During the 2014 Accountability Breakfast, important new data and evidence were highlighted from several new reports including the 2014 PMNCH Report on Commitments to the Global Strategy for Women and Children’s Health and the third report from iERG.
Ministers, ambassadors, senior public officials, and civil society representatives gathered on Sunday in New York at a lively breakfast meeting hosted by PMNCH, Countdown to 2015, the independent Expert Review Group (iERG) and World Health Organization (WHO). In its fourth year, the breakfast, traditionally in support of Every Woman Every Child (EWEC), is an opportunity to mobilize renewed attention and energy for improving women and children’s health and a precursor of the week to come.
Important new data and evidence were highlighted from two new reports — the 2014 PMNCH Report on Commitments to the Global Strategy for Women and Children’s Health and the third report from iERG, which focuses on a vision for women’s and children’s health in the post-2015 era. The findings of the Countdown to 2015 report, Fulfilling the Health Agenda for Women and Children, were also presented at the breakfast. Key findings and recommendations from each of these reports show both the progress that has been made and the continued and intensified effort that is still needed for women and children. With under 500 days left until the end of the Millennium Development Goals (MDGs), and with one year left to shape the sustainable development goals, these reports show that stakeholders are at critical junction for women’s and children’s health, a position laid bare during the discussions on Sunday.
A key theme throughout the event was that of sustainability and strengthening health systems. Dr Margaret Chan, Director-General, WHO, stressed that while progress has been made for women and children, the Ebola crisis in West Africa is a reminder “that even excellent progress can be so fragile.” She, along with other speakers including Julia Duncan-Cassell, the Liberian Minister of Gender and Development, emphasized the importance of building and strengthening health systems to withstand crises and ensure that results are sustainable. Minister Duncan-Cassell also noted that women make up nearly 75% of Ebola fatalities in her country, because it is often women and girls who care for the ill and wash the bodies of the deceased. In addition, the collapse of the health system has grave implications for maternal health, as women are unable or unwilling to give birth in health facilities with skilled birth attendants.

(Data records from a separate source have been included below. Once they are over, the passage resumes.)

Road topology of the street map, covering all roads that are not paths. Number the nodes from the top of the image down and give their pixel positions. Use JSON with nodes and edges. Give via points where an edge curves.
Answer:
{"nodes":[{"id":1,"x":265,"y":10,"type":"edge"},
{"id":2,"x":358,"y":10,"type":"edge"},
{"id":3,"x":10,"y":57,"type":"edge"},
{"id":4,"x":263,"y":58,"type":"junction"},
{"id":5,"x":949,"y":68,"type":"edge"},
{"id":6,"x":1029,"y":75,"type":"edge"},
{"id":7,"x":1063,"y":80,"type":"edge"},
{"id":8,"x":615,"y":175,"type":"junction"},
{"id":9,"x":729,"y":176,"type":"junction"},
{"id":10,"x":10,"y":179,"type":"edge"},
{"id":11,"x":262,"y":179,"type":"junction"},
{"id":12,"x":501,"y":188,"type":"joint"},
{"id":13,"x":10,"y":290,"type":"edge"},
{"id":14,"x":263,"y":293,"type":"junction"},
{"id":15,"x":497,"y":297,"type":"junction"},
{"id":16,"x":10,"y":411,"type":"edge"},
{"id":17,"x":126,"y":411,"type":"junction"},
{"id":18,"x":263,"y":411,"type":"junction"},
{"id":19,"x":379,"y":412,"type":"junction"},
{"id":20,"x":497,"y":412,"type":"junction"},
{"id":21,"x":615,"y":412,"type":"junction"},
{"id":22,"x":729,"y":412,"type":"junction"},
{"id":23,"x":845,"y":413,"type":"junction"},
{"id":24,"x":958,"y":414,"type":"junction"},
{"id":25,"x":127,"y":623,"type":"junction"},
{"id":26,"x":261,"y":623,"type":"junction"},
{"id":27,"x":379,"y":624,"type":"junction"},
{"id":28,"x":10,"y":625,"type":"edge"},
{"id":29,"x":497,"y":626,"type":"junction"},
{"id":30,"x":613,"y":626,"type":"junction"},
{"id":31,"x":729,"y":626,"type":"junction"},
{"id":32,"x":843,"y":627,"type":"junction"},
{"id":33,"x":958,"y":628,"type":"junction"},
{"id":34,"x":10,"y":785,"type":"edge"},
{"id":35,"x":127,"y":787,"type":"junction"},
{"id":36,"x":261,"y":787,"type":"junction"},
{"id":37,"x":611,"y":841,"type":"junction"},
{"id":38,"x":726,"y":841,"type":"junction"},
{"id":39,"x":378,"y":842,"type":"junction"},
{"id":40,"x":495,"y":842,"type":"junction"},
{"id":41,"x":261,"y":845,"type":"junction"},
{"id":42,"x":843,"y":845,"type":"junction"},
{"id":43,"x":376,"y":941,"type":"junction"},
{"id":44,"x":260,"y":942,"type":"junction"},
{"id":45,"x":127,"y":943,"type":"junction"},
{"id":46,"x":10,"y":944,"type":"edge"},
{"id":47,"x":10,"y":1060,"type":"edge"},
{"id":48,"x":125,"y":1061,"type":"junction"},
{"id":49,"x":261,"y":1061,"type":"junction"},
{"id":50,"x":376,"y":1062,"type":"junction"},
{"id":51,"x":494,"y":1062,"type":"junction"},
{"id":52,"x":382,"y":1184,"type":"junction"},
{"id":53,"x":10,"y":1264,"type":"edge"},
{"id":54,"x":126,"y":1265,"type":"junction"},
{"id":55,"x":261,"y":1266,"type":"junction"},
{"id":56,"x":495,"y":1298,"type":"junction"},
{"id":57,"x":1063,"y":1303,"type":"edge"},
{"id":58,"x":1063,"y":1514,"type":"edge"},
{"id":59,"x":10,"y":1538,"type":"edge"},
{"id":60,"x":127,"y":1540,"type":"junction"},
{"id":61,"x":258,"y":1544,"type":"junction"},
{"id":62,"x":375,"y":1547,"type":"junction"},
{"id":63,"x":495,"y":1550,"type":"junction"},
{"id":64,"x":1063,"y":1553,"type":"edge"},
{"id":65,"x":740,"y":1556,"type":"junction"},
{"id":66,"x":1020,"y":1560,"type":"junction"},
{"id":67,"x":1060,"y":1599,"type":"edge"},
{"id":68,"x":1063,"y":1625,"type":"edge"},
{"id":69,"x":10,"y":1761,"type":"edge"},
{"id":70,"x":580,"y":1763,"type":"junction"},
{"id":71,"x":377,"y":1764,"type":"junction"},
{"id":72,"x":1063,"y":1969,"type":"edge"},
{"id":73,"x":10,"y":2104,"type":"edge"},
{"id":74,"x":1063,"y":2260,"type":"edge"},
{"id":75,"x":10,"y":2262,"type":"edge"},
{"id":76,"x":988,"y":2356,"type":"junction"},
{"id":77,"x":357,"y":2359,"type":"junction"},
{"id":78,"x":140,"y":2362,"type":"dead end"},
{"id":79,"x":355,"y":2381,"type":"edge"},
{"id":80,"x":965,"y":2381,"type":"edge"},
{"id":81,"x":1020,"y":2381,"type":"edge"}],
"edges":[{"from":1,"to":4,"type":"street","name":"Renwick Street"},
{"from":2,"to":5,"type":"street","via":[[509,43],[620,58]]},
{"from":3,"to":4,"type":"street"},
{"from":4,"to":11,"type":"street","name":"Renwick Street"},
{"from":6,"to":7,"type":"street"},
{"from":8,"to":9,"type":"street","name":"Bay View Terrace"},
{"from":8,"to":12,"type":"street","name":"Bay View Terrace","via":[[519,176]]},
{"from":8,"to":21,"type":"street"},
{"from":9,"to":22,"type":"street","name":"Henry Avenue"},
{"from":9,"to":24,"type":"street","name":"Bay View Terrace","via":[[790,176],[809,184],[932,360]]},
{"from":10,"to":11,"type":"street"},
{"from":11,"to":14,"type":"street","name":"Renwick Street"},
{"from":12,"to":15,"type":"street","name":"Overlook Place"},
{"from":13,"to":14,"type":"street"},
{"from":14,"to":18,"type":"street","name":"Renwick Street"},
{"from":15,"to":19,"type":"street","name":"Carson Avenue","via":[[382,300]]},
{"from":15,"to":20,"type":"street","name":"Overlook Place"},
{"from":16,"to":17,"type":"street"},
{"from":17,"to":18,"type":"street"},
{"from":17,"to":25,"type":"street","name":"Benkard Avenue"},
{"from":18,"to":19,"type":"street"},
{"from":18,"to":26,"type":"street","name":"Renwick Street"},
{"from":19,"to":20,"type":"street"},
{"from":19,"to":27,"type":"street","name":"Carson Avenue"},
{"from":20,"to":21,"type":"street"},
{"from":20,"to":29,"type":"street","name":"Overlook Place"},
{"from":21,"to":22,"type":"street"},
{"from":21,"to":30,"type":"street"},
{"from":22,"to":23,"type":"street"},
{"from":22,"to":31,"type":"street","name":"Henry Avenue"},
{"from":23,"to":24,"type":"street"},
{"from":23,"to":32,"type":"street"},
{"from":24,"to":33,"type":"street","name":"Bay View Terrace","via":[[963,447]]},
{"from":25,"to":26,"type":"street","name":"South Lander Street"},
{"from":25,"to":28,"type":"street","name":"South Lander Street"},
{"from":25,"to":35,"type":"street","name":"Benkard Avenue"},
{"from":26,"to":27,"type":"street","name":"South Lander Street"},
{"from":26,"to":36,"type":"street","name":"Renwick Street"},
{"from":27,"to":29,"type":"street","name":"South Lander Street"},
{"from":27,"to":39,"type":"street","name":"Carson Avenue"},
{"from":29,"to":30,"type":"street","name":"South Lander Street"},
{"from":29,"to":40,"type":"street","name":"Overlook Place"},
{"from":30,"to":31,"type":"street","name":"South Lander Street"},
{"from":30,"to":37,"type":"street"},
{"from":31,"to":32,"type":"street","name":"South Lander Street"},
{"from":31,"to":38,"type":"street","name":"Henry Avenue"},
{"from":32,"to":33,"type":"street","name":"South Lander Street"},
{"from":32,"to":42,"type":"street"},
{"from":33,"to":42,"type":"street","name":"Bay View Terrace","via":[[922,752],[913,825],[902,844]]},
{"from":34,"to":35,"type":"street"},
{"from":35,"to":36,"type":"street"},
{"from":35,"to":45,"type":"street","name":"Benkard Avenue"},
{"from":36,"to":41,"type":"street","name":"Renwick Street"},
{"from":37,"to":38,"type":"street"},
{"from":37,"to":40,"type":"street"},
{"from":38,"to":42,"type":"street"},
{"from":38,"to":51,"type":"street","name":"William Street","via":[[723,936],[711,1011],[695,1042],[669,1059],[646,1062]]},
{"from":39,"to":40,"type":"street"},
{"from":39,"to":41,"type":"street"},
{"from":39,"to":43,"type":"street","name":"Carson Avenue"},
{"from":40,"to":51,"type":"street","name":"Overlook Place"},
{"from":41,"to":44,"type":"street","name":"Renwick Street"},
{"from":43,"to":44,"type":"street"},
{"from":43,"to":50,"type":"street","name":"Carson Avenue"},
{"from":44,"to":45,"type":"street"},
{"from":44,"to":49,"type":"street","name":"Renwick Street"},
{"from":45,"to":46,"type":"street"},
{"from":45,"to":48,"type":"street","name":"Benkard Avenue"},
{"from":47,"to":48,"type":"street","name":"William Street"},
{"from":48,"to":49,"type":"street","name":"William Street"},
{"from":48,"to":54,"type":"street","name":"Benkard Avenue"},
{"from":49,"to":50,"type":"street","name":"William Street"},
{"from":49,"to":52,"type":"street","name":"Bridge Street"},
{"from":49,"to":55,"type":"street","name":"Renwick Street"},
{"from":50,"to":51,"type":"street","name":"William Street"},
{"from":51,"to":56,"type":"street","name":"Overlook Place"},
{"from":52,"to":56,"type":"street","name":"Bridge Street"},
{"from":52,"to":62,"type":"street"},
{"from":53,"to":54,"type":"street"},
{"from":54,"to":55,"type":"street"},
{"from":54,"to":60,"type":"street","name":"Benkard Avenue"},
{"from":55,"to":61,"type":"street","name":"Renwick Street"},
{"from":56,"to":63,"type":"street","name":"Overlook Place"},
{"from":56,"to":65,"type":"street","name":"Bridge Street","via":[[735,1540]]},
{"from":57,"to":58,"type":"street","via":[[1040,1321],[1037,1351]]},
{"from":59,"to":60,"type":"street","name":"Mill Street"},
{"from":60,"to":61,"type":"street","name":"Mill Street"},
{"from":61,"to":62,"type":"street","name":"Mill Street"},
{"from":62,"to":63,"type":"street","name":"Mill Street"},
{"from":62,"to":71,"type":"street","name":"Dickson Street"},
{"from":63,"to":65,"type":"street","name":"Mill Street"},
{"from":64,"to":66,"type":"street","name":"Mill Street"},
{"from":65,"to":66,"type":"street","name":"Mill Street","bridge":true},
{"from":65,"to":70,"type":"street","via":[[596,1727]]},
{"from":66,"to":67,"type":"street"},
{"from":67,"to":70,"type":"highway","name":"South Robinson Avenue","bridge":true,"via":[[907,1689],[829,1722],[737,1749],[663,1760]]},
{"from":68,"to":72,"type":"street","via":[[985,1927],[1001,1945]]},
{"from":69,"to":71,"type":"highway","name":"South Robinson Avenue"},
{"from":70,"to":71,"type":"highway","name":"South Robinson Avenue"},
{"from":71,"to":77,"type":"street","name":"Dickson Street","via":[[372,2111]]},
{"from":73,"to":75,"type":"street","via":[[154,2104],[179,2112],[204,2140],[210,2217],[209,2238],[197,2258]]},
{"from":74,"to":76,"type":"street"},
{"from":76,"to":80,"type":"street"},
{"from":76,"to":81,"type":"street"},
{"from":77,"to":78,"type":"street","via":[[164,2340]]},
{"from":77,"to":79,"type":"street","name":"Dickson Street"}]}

The importance of strengthening health systems, as well as of determining factors for health such as poverty reduction and female education, was reinforced by Dr. Luis Huicho, who presented preliminary findings of a Countdown to 2015 in-depth Country Case Study that he is leading in Peru. This study seeks to understand and explain Peru’s success in reducing its rates of maternal, newborn and child mortality between 2000 and 2012. Also presented at the breakfast was new Countdown analysis of financial flows for reproductive, maternal, newborn and child health (RMNCH), which showed that, while aid for RMNCH increased during 2011-2012, continued increases in both official development aid and in-country investments are needed in order to accelerate progress towards MDGs 4 and 5.
Bob Orr, Assistant-Secretary General of the UN and a key leader of the Every Woman Every Child movement, emphasized UN Secretary-General Ban Ki-Moon’s commitment to women’s and children’s health and his conviction that women and children have to be “at the front of the queue, not at the back of the MDG train.”
Top of mind for all participants was how women’s and children’s health will feature in the post-2015 development landscape and the global health architecture to support it. For the first time in a public forum, panelists and attendees discussed the current plans to develop a Global Financing Facility (GFF), hosted by the World Bank, to better coordinate and leverage financial resources for reproductive, maternal, newborn, child and adolescent health in the 2015-2030 period. Speaking on behalf of the World Bank, Dr Tim Evans briefly described the proposed facility, and expressed great optimism saying, “We have a historic opportunity to bend the curve and eliminate preventable child and maternal deaths within a generation.” While not the only solution, he suggested that the GFF would accelerate progress by pooling funding, leveraging other financial tools and mechanisms, and simplifying and streamlining the global RMNCH landscape to reduce the application and reporting burden on countries.
Agnes Binagwaho, Minister of Health of Rwanda, joined the panel on financing for greater accountability and equity to make a powerful demand from the donor community to respect country leadership in planning, to reduce the burden in reporting requirements of countries, and to work together to invest in national health systems in a more holistic manner. 'Ask us what we need and we will tell you; don't go and speculate: We have a good plan and we know our needs ... the global community must be more accountable on coordination. We are disrupted by you in our work.'
Richard Horton, Editor in Chief of the Lancet, provided an overview of the iERG’s Every Woman Every Child: Post-2015 Vision report along with a proposed new framework for a sustainable approach to improving women and children’s health. He warned that “the landscape for women’s and children’s health is about to undergo a seismic shift” calling for action not paralysis in the face of uncertainty. He told participants that “sustainability is about paying as much attention to the future as we do to the present… it is about the value we put on our lives and on the lives of our children.” Stakeholders this week in New York, will indeed pay heed to these words as they look to help shape a set of sustainable development goals, which leave no woman, child or adolescent behind.